Способность написать триллер — серьезный критерий таланта: чтобы рассмешить или умилить читателя, особого мастерства не требуется. Другое дело — напугать: это задача исключительной трудности, тут нужно пройти по лезвию, не соскользнув ни в дешевое физиологическое отвращение, ни в гротеск. Только настоящие мастера умели пугать так, как Кинг в «Воскресении»: Генри Джеймс в «Повороте винта» или Капоте в «Самодельных гробиках». Пугают не столько ужасные детали, сколько ощущение вековой и роковой неспреведливости, изначальной ошибки, первородной греховности, на которой все держится у настоящих мастеров; и Мэнкен тут, конечно, тоже неслучаен. «Великого бога Пана» настоящие ценители жанра знают давно: нигде в фантастической литературе так отчетливо не явлен мотив подспудного ужаса, лежащего в основе самого человеческого бытия. Только, может быть, у Стивенсона в «Джекиле и Хайде» (этой вещи Мэнкен явно подражает). Но нам вот еще что важно: Кинг ведь, сколь бы далеко он ни уходил от реальности, всегда четко улавливает тренды. Сегодня он произносит приговор фаустианству, прогрессу, жажде познания — поскольку именно любопытство и персонифицировано в бывшем священнике Чарльзе Дэниеле Джекобсе, главном демоне нового романа. Джекобса жаль, и он, пожалуй, даже симпатичен автору, — а все-таки в таком мире, как наш, знанием ничего не добиться; и более того — избыток этого знания ведет к гордыне и самоуничтожению. Позвольте, но что же тогда делать со смертью? С несправедливостью? С человеческим несовершенством?.. — А ничего не делать, жить, исходя из этого. Странно у прогрессиста Кинга видеть такую капитуляцию, но если вдуматься — ничего странного: опыт ХХ века говорит, что человечество уперлось в свой потолок. Дальше надо откатываться назад, иначе можно заглянуть за край и обезуметь навеки. Я, положим, так не думаю, и Стругацкие не думали — а Кинг думает, потому что слишком человечен, и я могу его понять.

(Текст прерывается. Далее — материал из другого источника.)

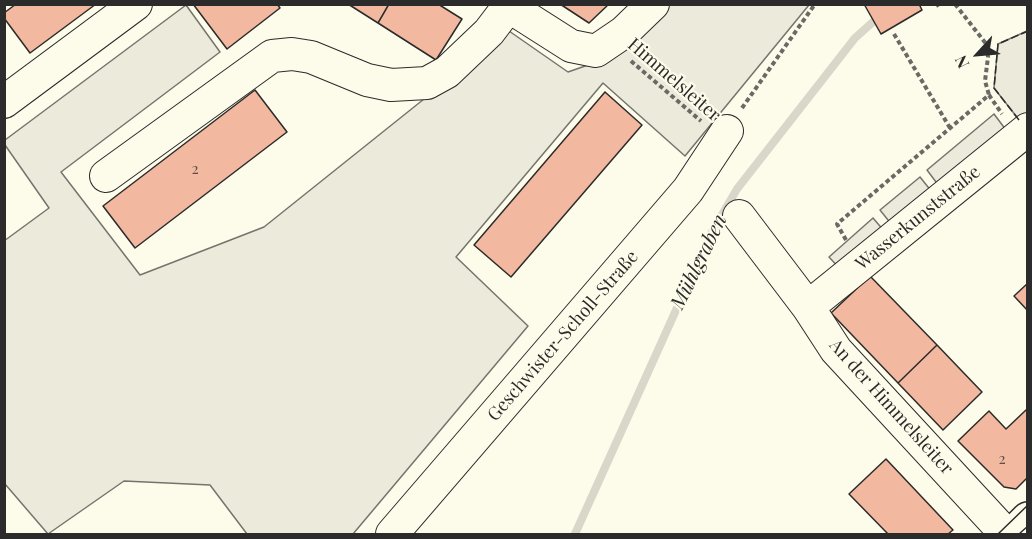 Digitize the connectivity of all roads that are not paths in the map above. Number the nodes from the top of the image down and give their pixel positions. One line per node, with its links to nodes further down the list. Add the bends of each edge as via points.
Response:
1 (136, 4): 4 (street)
2 (653, 4): 3 (street, via 596,51 571,46)
3 (506, 6): 7 (street, via 489,32 447,72 427,83 391,85 367,80 311,57 272,56)
4 (8, 92)
5 (1023, 133): 9 (street, Wasserkunststraße)
6 (724, 135): 11 (street, Geschwister-Scholl-Straße, via 688,190)
7 (106, 176)
8 (739, 216): 9 (street, An der Himmelsleiter)
9 (808, 307): 12 (street, An der Himmelsleiter, via 836,350)
10 (1028, 519): 13 (main road)
11 (392, 534)
12 (1006, 534)
13 (1013, 534) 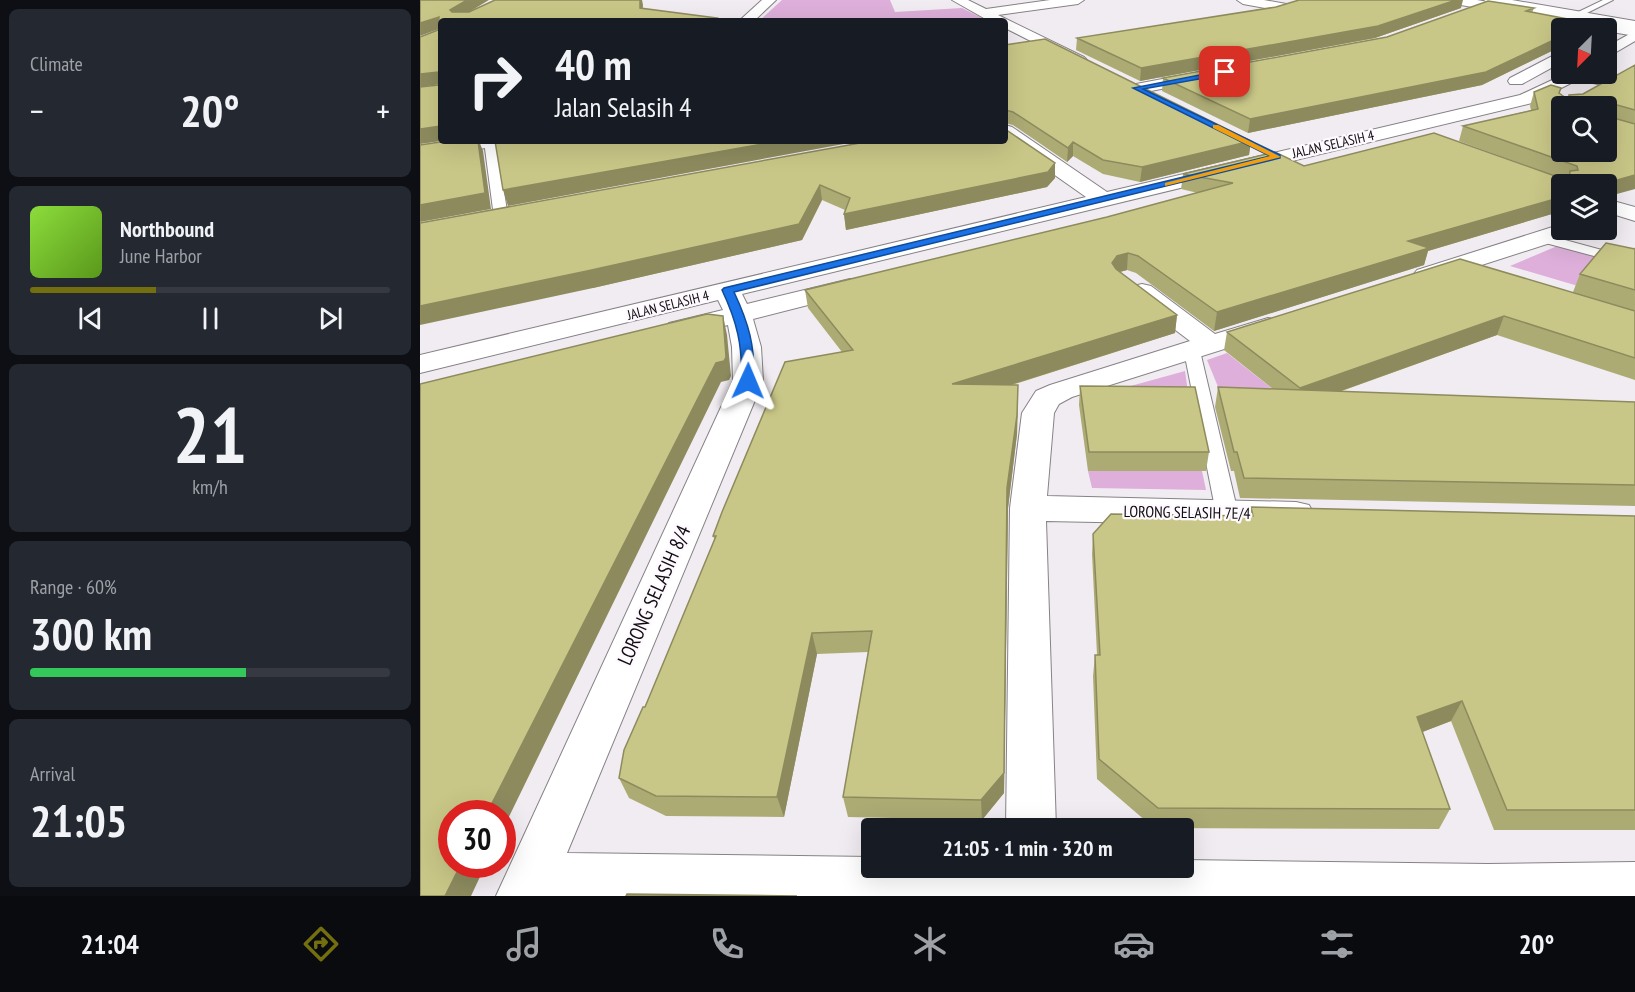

Дело, однако, не в морали. Не для этого существует литература, и об истинных ее целях Кинг напомнил внятно и убедительно. У Толстого тоже ведь, в общем, много алогичного и просто бредового с точки зрения здравого смысла, и даже лучший исповедальный текст его называется «Записки сумасшедшего» — тот, что об арзамасском ужасе. И в «Воскресении» толстовском есть страницы, которые читать неловко, такая это, в общем, ерунда, — но действует она сильно, не поспоришь. Литературу, как мы помним, движет энергия заблуждения, а иногда — энергия бреда. В кинговском «Воскресении» тоже полно несообразностей, и явно лишних музыкальных отступлений, и мелодраматических эффектов, которыми, впрочем, и сама жизнь не брезгует. Но в совокупности все эти натяжки, безумства и перехлесты делают то, что и должна делать литература: они вас меняют. Думаю, к лучшему. Вы долго еще потом не можете очухаться и многие часы проводите в кинговском настрое: смиренном, печальном, понимающем, очень тревожном. Вот за эту печальную и тревожную ноту, которая долго потом звучит в читательском мозгу, я полюбил эту очень своевременную книгу и от души советую всем истинным любителям Кинга прочесть ее как можно скорее.
И всем остальным тоже, ибо это не самый частый случай — когда кумиру миллионов удается выступить в прежнюю силу, а то и покруче.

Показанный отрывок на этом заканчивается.